*** Opening DATA UNDER STUDY ***
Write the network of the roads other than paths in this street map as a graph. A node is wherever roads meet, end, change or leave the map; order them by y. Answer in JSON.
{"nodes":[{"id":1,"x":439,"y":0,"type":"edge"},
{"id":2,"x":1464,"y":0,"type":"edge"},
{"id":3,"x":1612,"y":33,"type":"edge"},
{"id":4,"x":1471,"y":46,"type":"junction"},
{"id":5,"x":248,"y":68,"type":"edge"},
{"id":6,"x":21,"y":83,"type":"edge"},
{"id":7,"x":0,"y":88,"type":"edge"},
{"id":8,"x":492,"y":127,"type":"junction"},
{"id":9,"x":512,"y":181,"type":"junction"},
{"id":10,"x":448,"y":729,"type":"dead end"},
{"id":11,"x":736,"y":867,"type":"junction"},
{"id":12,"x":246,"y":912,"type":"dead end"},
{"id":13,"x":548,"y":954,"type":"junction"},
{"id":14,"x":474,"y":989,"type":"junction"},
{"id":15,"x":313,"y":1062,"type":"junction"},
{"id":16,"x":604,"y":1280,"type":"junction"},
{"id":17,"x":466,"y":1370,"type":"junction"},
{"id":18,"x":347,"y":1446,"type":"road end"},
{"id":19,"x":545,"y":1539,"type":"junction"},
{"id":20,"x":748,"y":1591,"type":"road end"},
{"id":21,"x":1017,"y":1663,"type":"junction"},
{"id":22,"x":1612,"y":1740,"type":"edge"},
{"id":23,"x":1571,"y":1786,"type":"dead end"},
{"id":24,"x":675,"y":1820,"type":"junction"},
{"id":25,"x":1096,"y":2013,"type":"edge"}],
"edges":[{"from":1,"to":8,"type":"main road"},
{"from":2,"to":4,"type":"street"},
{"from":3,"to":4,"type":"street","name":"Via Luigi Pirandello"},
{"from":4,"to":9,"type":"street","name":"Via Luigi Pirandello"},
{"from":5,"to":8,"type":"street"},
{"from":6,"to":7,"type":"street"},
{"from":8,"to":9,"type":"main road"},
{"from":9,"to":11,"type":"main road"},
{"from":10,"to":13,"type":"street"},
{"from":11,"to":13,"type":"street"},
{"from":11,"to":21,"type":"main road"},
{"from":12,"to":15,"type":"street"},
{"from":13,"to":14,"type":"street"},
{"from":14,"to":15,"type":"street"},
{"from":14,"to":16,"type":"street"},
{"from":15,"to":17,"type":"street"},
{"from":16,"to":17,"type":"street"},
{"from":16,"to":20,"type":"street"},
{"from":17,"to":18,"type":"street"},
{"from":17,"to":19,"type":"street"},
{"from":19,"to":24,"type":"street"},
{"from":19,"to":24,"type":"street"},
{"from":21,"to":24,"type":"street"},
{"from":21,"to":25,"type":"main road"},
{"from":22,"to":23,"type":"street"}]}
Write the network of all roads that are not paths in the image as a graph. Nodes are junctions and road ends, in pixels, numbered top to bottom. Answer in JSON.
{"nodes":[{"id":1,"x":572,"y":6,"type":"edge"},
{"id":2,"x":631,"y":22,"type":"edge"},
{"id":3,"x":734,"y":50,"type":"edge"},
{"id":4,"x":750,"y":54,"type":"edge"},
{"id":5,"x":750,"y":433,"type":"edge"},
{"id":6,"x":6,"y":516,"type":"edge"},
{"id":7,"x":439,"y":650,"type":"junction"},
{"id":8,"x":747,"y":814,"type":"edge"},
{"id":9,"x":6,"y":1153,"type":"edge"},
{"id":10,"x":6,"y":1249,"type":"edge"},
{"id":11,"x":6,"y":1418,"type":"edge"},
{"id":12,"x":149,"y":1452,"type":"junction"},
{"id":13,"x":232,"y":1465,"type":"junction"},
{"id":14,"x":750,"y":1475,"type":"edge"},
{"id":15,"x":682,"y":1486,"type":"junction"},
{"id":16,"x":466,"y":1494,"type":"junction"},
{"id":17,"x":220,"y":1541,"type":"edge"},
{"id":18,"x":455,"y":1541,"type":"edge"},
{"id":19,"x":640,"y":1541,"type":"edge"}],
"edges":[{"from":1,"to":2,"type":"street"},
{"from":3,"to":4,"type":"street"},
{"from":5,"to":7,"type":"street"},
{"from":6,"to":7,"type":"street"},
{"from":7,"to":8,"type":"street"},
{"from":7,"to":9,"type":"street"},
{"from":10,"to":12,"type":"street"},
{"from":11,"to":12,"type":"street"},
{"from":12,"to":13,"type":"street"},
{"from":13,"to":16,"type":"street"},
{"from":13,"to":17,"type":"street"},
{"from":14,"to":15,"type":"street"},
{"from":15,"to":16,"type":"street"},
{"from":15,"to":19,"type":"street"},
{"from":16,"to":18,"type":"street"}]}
*** Closing DATA UNDER STUDY ***
— WORK TO COMPLETE —
Each line above that contains the word "Answer" must be copied.

— TASK OUTPUT —
Write the network of the roads other than paths in this street map as a graph. A node is wherever roads meet, end, change or leave the map; order them by y. Answer in JSON.
Write the network of all roads that are not paths in the image as a graph. Nodes are junctions and road ends, in pixels, numbered top to bottom. Answer in JSON.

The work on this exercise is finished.